Menilik macam-macamnya hal yang
dijanjikan untuk dilaksanakan itu, perjanjian-perjanjian dibagi dalam tiga
macam yaitu:
1.
Perjanjian
untuk memberikan menyerahkan barang
2.
Perjanjian
untuk bebuat sesuatu
3.
Perjanjian
untuk tidak berbuat sesuatu
Kitab Undang-undang Hukum Perdata
memberikan sekedar petunjuk, ialah persoalan apakah suatu perjanjian mungkin
dieksekusi (dilaksanakan) secara riil. Petunjuk itu kita dapatkan dalam
pasal-pasal 1240-1241.
Dalam hal penafsiran perjanjian ini
pedoman utama ialah: kata-kata suatu perjanjian jelas, maka tidaklah
diperkenankan untuk menyimpang daripadanya dengan jalan penafsiran.

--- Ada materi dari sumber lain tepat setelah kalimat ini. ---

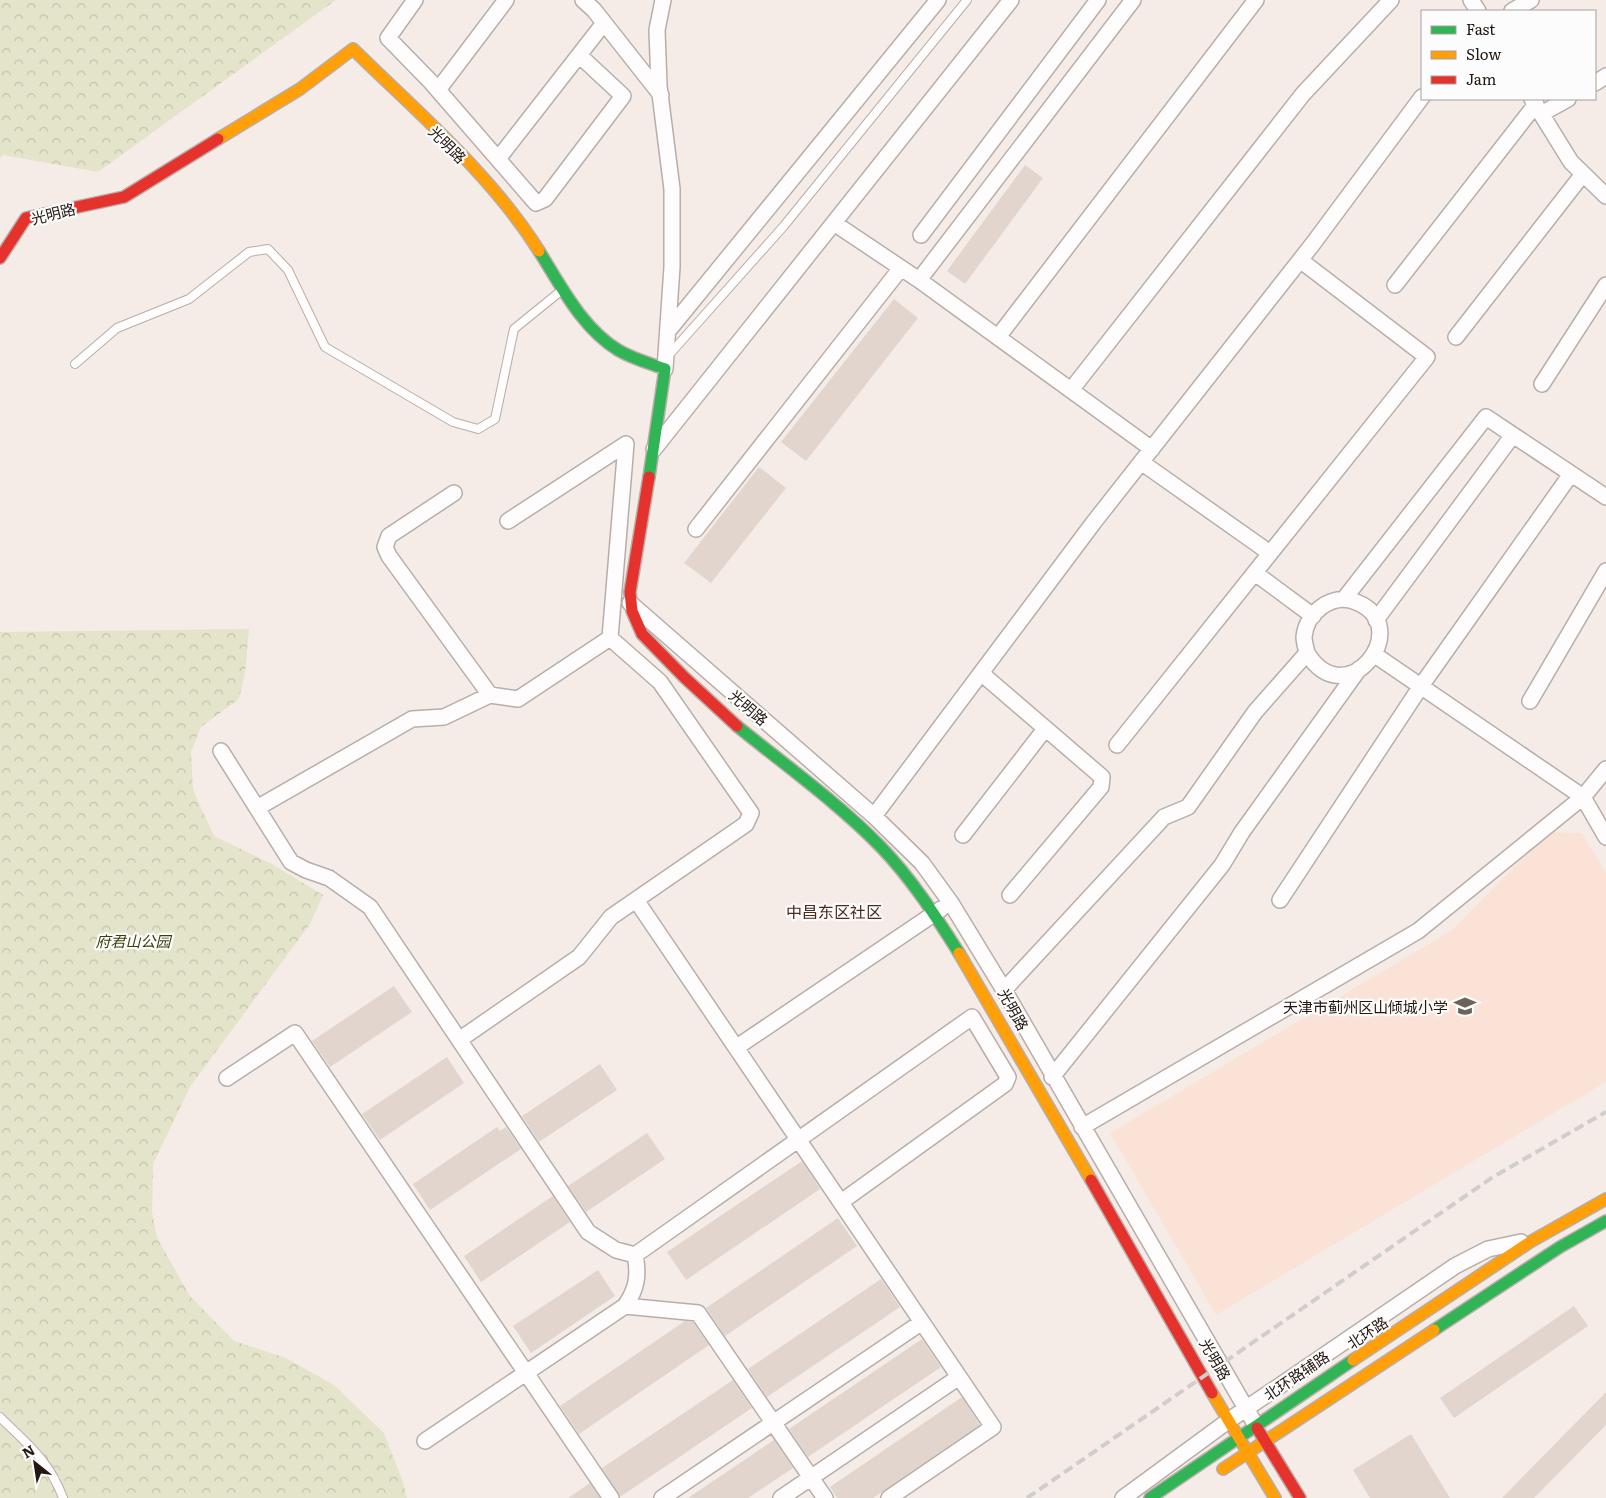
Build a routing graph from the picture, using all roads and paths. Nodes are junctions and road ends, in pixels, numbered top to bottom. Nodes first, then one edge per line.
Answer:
1 (415, 0) edge
2 (506, 0) edge
3 (583, 0) edge
4 (663, 0) edge
5 (938, 0) edge
6 (967, 0) edge
7 (1011, 0) edge
8 (1098, 0) edge
9 (1133, 0) edge
10 (1256, 0) edge
11 (1391, 0) edge
12 (1532, 0) edge
13 (1514, 10) edge
14 (604, 23) junction
15 (579, 56) junction
16 (438, 90) junction
17 (661, 95) junction
18 (1421, 98) edge
19 (1563, 100) edge
20 (1536, 106) edge
21 (498, 159) junction
22 (1583, 174) junction
23 (1606, 196) edge
24 (834, 223) junction
25 (921, 236) dead end
26 (0, 258) edge
27 (1300, 260) junction
28 (902, 268) junction
29 (920, 280) junction
30 (1395, 285) dead end
31 (1606, 286) edge
32 (562, 290) junction
33 (668, 331) junction
34 (1456, 336) dead end
35 (998, 337) junction
36 (74, 364) dead end
37 (666, 364) junction
38 (1542, 384) dead end
39 (1071, 390) junction
40 (1513, 435) junction
41 (654, 449) junction
42 (1152, 449) junction
43 (1141, 462) junction
44 (1571, 474) junction
45 (454, 492) dead end
46 (1606, 497) edge
47 (508, 521) dead end
48 (696, 529) dead end
49 (1270, 553) junction
50 (1606, 570) edge
51 (1255, 572) junction
52 (1344, 599) junction
53 (628, 600) junction
54 (1313, 616) junction
55 (1376, 620) junction
56 (610, 638) junction
57 (1307, 652) junction
58 (1375, 655) junction
59 (1359, 669) junction
60 (981, 673) junction
61 (1421, 686) junction
62 (490, 695) junction
63 (1530, 701) dead end
64 (1046, 729) junction
65 (1117, 745) dead end
66 (221, 751) dead end
67 (1606, 769) edge
68 (1583, 797) junction
69 (257, 808) junction
70 (874, 816) junction
71 (963, 835) dead end
72 (1606, 837) edge
73 (1010, 894) dead end
74 (636, 900) junction
75 (1280, 900) dead end
76 (951, 903) junction
77 (934, 913) junction
78 (1004, 990) junction
79 (459, 1040) junction
80 (737, 1047) junction
81 (1052, 1077) junction
82 (227, 1078) dead end
83 (1082, 1128) junction
84 (798, 1138) junction
85 (1606, 1199) edge
86 (841, 1202) junction
87 (1606, 1221) edge
88 (1530, 1242) junction
89 (635, 1255) junction
90 (625, 1306) junction
91 (922, 1322) junction
92 (526, 1373) junction
93 (959, 1376) junction
94 (1246, 1410) junction
95 (0, 1417) edge
96 (1228, 1421) junction
97 (773, 1422) junction
98 (1255, 1424) junction
99 (1238, 1436) junction
100 (1266, 1440) junction
101 (425, 1441) dead end
102 (1247, 1452) junction
103 (811, 1477) junction
104 (1211, 1478) dead end
105 (63, 1498) edge
106 (611, 1498) edge
107 (662, 1498) edge
108 (781, 1498) edge
109 (825, 1498) edge
110 (889, 1498) edge
111 (1123, 1498) edge
112 (1150, 1498) edge
113 (1275, 1498) edge
114 (1300, 1498) edge

1 - 16 street
2 - 16 street
3 - 14 street
4 - 17 street
5 - 33 street
6 - 37 lane
7 - 24 street
8 - 25 street
9 - 29 street
10 - 35 street
11 - 39 street
12 - 13 street
14 - 15 street
14 - 17 street
15 - 21 street
15 - 21 street
16 - 21 street
17 - 33 street
18 - 27 street
19 - 20 street
20 - 22 street
20 - 30 street
22 - 23 street
22 - 34 street
24 - 28 street
24 - 41 street
26 - 32 main road, 光明路
27 - 42 street
27 - 49 street
28 - 29 street
28 - 48 street
29 - 35 street
31 - 38 street
32 - 36 lane
32 - 37 main road, 光明路
33 - 37 street
35 - 39 street
37 - 41 main road
39 - 42 street
40 - 44 street
40 - 52 street
40 - 55 street
41 - 53 main road
42 - 43 street
43 - 49 street
43 - 60 street
44 - 46 street
44 - 61 street
45 - 62 street
47 - 56 street
49 - 51 street
50 - 63 street
51 - 54 street
51 - 65 street
52 - 54 street
52 - 55 street
53 - 70 street, 光明路
53 - 77 main road, 光明路
54 - 57 street
55 - 58 street
56 - 62 street
56 - 74 street
57 - 59 street
57 - 78 street
58 - 59 street
58 - 61 street
59 - 81 street
60 - 64 street
60 - 70 street
61 - 68 street
61 - 75 street
62 - 69 street
64 - 71 street
64 - 73 street
66 - 69 street
67 - 68 street
68 - 72 street
68 - 83 street
69 - 79 street
70 - 76 street, 光明路
74 - 79 street
74 - 80 street
76 - 77 street
76 - 78 street, 光明路
77 - 80 street
77 - 96 main road, 光明路
78 - 81 street, 光明路
79 - 89 street
80 - 84 street
81 - 83 street, 光明路
82 - 92 street
83 - 94 street, 光明路
84 - 86 street
84 - 86 street
84 - 89 street
85 - 88 main road, 北环路
86 - 91 street
87 - 100 main road
88 - 94 street, 北环路辅路
88 - 98 main road, 北环路
89 - 90 street
90 - 92 street
90 - 97 street
91 - 93 street
91 - 97 street
92 - 101 street
92 - 106 street
93 - 103 street
93 - 110 street
94 - 96 street, 北环路辅路
94 - 98 street, 光明路
95 - 105 lane
96 - 99 main road, 光明路
96 - 111 street, 北环路辅路
97 - 103 street
97 - 107 street
98 - 99 main road, 北环路
98 - 100 main road, 光明路
99 - 102 main road, 光明路
99 - 112 main road, 北环路
100 - 102 main road
100 - 114 main road, 光明路
102 - 104 main road
102 - 113 main road, 光明路
103 - 108 street
103 - 109 street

Pedoman-pedoman lain yang penting
dalam menafsirkan suatu perjanjian adalah:
1.
Jika
kata-kata suatu perjanjian dapat diberikan berbagai macam penafsiran, maka
harus dipilihnya menyelidiki maksud kedua belah pihak yang membuat perjanjian
itu dari pada memegang teguh arti kata-kata menurut huruf.
2.
Jika sesuatu
janji dapat diberikan dua macam pengertian, maka harus dipilihnya pengertian
yang sedemikian yang memungkinkan janji itu dilaksanakan daripada memberikan
pengertian yang tidak memungkinkan suatu pelaksanaan.
3.
Jika
kata-kata dapat diberikan dua macam pengertian, maka harus dipilih pengertian
yang paling selaras dengan sifat perjanjian.
4.
Apa yang
meragukan harus ditafsirkan menurut apa yang menjadi kebiasaan di negeri atau
di tempat di mana perjanjian telah diadakan.
5.
Semua janji
harus diartikan dalam hubungan satu sama lain, tiap janji harus ditafsirkan
dalam rangka perjanjian seluruhnya.
6.
Jika ada
keragu-raguan, maka suatu perjanjian harus ditafsirkan atas kerugian orang yang
elah meminta diperjanjikannya sesuatu hal dan, untuk keuntungan orang yang
telah mengikatkan dirinya untuk itu.